As time has passed, I have learned much about COVID-19. I am becoming more comfortable working with the team here every day. My team consists of a fellow and two residents, both of whom are dedicated workers who make my job much easier. Returning to my adult ICU days has been tremendously rewarding, and I have learned and relearned a lot since I’ve been here, including how much I love the practice and the challenges of running an ICU.
Overall, our patient population matches that of other hospitals around the country. Most of my patients are elderly and those that are younger have preexisting conditions. The most common preexisting conditions in my patient population are obesity, diabetes, coronary artery disease and cardiac and renal dysfunction. All these patients need very aggressive ventilatory support, which usually starts out as non-rebreather facemasks and quickly progresses to CPAP or BiPAP support. Contrary to popular belief, we have plenty of ventilators, and, thankfully, we continue to have plenty of personal protective equipment (PPE), at times the types and brands change, but we are never without PPE.

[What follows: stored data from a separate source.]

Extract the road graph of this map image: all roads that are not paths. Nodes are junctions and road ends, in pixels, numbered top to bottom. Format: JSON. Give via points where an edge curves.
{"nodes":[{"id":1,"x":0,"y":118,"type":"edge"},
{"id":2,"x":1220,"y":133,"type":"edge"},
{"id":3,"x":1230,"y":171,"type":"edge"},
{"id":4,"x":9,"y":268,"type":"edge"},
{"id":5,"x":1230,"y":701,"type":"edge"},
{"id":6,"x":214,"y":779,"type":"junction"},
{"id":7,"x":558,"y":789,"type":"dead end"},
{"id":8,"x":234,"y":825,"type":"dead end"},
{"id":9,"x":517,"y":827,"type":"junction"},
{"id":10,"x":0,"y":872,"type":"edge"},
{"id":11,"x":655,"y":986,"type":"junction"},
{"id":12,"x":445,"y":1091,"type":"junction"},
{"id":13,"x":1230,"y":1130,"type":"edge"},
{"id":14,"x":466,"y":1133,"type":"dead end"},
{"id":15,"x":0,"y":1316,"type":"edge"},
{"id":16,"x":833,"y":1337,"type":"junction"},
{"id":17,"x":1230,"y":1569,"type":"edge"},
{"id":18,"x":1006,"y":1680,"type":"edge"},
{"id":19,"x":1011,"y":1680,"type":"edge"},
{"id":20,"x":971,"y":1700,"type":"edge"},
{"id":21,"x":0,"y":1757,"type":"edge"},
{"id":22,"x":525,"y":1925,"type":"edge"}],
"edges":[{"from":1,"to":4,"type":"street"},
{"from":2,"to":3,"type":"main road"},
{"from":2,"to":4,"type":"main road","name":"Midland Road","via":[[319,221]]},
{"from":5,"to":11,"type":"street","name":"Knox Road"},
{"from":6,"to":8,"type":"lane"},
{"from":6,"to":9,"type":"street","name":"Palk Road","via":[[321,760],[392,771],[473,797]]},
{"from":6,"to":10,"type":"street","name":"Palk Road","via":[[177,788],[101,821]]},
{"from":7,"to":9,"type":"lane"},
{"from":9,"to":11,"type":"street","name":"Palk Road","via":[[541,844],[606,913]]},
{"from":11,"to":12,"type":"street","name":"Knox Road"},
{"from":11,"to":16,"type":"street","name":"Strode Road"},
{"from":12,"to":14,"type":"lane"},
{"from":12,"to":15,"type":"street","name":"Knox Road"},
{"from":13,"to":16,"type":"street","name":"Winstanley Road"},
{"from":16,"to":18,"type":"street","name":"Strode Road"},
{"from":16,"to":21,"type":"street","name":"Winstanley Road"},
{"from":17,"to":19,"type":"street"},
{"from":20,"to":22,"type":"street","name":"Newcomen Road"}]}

This experience treating patients and learning their stories has humanized the epidemic for me. At the beginning of my service, I approached the crisis in a very academic way. I did a lot of reading, got to the hospital early, reviewed patients extensively and familiarized myself with hospital procedures and current standards of care and expectations. As a doctor in the ICU, we treat the most challenging COVID-19 cases who often have complex life-threatening problems that require split-second decision making. At first, I was focused on knowing everything I could about the virus to provide the highest quality of patient care.
It was through the eyes of a patient’s son that I was able to see the human side of the disease. I had the experience of resuscitating this man’s parent while he was at the bedside with me. The son was silent for quite a while, patiently watching what I was doing. We talked while I worked; at first, the questions were about what I was doing and why. Eventually, he started to ask the questions he really wanted to know the answers to, which were the chances that his parent would survive. I was honest with him and told him that with his parent’s preexisting medical problems on top of this horrible pneumonia, there was an increased risk.
He then shared with me that two weeks prior, he had lost his other parent to the coronavirus at another hospital and expressed to me how hard this was for him and his family. Once we stabilized his parent, I walked out with him. He shook my hand and thanked me for spending time with him and caring for his parent.
I witnessed firsthand, coronavirus cannot be defined as a clinical challenge, or a statistic, it is a parent in critical condition and a son who may, within a few short weeks lose both his parents. This experience reminded me why I got into medicine — to be there with people on their hardest days and try my hardest to impact the outcome.